(Supplied material)
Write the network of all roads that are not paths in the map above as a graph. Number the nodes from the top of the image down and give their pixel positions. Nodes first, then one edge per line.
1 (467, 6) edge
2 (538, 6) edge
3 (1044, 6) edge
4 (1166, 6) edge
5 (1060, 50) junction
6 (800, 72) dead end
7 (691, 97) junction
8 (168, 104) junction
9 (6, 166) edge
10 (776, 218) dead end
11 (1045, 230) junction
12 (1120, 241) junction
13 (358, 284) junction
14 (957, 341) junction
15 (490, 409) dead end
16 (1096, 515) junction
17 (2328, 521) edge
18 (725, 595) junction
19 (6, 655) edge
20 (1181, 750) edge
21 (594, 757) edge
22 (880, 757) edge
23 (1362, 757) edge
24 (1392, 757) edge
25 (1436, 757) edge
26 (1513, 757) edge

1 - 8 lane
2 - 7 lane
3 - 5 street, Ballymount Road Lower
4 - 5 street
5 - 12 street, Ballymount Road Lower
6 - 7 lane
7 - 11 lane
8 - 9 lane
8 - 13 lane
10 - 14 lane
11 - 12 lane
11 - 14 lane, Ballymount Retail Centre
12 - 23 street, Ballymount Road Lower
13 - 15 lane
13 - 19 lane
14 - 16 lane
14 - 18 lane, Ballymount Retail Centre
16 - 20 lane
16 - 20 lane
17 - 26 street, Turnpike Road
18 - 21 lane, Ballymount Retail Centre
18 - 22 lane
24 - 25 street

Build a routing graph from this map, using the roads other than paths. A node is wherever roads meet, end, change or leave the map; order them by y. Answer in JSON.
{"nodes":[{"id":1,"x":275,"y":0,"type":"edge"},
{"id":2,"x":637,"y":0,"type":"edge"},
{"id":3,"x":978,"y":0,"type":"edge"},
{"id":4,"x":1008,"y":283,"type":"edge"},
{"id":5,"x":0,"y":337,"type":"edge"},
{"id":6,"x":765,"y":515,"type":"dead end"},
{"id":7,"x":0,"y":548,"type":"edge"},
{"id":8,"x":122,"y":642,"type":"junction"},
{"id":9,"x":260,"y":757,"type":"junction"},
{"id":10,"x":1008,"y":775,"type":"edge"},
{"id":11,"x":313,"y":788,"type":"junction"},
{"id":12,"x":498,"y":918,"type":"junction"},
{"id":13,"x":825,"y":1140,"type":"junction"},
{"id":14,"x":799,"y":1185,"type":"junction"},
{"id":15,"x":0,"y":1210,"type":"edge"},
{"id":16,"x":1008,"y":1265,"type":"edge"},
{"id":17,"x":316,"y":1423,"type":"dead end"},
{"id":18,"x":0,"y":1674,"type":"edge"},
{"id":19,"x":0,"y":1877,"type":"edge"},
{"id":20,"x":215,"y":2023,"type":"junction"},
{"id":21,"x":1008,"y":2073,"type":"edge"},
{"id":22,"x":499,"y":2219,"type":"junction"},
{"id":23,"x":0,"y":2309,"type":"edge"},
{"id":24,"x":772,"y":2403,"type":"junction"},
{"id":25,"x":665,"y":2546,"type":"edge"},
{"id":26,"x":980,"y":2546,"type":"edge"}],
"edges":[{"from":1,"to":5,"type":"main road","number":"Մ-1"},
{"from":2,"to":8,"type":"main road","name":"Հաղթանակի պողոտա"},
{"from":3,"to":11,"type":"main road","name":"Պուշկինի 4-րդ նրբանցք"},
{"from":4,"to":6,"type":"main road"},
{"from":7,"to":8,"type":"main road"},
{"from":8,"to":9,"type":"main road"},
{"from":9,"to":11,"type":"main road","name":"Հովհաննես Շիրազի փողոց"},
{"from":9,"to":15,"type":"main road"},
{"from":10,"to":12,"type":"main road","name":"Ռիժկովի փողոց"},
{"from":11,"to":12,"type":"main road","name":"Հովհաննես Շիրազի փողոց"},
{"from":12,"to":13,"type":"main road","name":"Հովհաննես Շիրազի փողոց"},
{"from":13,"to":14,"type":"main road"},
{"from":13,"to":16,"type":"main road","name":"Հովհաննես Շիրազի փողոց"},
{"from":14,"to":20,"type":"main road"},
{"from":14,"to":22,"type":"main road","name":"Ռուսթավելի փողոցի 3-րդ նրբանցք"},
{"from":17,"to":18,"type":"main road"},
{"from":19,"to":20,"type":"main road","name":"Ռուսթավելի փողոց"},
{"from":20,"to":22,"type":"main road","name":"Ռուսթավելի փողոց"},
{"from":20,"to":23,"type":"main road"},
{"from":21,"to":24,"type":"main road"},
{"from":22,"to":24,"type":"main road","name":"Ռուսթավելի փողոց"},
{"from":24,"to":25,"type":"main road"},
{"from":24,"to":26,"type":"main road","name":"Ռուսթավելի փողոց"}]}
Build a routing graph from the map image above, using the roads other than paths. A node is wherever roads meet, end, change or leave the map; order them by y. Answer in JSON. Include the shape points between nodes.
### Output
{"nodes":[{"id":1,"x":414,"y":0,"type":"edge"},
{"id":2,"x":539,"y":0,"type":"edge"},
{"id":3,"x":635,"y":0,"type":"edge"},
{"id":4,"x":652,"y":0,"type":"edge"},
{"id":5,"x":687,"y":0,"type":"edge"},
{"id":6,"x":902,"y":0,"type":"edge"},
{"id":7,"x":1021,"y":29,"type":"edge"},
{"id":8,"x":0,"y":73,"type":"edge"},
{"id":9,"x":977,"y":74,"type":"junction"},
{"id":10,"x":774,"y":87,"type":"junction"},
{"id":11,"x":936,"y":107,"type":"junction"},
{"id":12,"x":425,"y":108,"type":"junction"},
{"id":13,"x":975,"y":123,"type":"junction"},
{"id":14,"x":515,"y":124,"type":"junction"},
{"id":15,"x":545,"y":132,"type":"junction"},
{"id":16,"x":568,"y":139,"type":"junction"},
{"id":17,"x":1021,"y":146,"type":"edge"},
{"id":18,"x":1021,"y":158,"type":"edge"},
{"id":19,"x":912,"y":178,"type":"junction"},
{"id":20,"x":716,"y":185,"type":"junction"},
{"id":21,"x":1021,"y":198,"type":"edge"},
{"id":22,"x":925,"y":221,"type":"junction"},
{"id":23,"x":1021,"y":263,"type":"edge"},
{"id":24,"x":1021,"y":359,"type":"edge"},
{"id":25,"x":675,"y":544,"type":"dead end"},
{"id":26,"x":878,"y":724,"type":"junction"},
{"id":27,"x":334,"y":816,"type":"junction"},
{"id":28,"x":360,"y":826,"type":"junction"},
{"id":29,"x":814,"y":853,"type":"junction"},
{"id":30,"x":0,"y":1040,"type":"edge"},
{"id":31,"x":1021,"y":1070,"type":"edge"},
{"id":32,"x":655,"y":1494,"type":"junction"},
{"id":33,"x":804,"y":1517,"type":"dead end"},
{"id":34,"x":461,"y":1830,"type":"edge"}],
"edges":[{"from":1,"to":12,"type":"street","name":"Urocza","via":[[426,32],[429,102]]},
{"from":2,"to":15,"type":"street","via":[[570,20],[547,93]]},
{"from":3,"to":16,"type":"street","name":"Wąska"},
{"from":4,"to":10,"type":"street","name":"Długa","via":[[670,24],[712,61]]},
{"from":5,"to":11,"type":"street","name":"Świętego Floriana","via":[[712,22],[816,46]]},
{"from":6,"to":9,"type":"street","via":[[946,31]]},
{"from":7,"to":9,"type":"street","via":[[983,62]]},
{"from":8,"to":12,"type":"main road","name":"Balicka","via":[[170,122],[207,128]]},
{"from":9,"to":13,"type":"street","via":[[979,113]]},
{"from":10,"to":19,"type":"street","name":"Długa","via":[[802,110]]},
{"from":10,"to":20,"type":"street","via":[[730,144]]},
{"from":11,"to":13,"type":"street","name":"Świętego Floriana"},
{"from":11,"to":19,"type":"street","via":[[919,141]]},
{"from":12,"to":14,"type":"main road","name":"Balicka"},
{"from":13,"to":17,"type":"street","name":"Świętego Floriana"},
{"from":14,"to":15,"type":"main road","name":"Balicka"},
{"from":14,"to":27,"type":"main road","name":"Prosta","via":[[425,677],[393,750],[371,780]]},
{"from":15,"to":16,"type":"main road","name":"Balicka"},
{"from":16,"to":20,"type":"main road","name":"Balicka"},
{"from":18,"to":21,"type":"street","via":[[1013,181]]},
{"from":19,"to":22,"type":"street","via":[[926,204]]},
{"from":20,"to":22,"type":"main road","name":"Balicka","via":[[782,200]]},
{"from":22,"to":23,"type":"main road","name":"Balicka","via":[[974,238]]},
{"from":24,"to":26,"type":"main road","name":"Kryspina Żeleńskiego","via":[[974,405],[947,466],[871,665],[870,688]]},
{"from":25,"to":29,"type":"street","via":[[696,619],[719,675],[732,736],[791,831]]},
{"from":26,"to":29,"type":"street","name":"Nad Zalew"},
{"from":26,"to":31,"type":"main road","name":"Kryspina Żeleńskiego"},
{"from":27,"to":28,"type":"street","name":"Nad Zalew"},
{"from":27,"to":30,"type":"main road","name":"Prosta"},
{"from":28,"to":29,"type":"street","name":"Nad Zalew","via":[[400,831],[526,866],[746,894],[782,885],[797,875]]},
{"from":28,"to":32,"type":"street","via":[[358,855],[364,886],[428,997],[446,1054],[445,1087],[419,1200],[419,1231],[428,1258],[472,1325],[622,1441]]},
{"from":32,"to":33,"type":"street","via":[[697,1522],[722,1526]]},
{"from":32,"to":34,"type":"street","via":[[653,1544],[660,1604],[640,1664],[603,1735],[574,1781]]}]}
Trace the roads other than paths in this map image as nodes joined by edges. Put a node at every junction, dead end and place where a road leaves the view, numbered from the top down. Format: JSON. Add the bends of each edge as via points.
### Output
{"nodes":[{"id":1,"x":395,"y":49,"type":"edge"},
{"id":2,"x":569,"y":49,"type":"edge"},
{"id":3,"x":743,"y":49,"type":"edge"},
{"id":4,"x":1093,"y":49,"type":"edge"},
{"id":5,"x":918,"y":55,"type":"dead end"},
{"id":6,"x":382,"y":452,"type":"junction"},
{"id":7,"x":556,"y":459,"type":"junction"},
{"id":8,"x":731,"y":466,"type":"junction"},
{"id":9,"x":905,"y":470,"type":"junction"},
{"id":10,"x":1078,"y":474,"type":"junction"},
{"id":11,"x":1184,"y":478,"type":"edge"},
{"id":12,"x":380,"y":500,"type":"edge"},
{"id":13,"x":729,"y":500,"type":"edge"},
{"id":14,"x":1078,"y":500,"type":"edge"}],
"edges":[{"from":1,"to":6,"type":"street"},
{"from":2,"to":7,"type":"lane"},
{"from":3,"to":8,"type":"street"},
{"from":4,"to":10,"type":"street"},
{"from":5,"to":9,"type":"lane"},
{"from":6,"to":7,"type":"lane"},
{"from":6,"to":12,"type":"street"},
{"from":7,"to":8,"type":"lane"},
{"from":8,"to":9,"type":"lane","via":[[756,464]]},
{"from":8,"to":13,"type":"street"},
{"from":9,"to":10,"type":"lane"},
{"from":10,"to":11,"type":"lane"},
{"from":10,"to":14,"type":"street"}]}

(What the task asks) Print nothing but the lines from the one that contains "Trace the roads" to the final line of the data, both included, exactly as they read.

(Answer)
Trace the roads other than paths in this map image as nodes joined by edges. Put a node at every junction, dead end and place where a road leaves the view, numbered from the top down. Format: JSON. Add the bends of each edge as via points.
### Output
{"nodes":[{"id":1,"x":395,"y":49,"type":"edge"},
{"id":2,"x":569,"y":49,"type":"edge"},
{"id":3,"x":743,"y":49,"type":"edge"},
{"id":4,"x":1093,"y":49,"type":"edge"},
{"id":5,"x":918,"y":55,"type":"dead end"},
{"id":6,"x":382,"y":452,"type":"junction"},
{"id":7,"x":556,"y":459,"type":"junction"},
{"id":8,"x":731,"y":466,"type":"junction"},
{"id":9,"x":905,"y":470,"type":"junction"},
{"id":10,"x":1078,"y":474,"type":"junction"},
{"id":11,"x":1184,"y":478,"type":"edge"},
{"id":12,"x":380,"y":500,"type":"edge"},
{"id":13,"x":729,"y":500,"type":"edge"},
{"id":14,"x":1078,"y":500,"type":"edge"}],
"edges":[{"from":1,"to":6,"type":"street"},
{"from":2,"to":7,"type":"lane"},
{"from":3,"to":8,"type":"street"},
{"from":4,"to":10,"type":"street"},
{"from":5,"to":9,"type":"lane"},
{"from":6,"to":7,"type":"lane"},
{"from":6,"to":12,"type":"street"},
{"from":7,"to":8,"type":"lane"},
{"from":8,"to":9,"type":"lane","via":[[756,464]]},
{"from":8,"to":13,"type":"street"},
{"from":9,"to":10,"type":"lane"},
{"from":10,"to":11,"type":"lane"},
{"from":10,"to":14,"type":"street"}]}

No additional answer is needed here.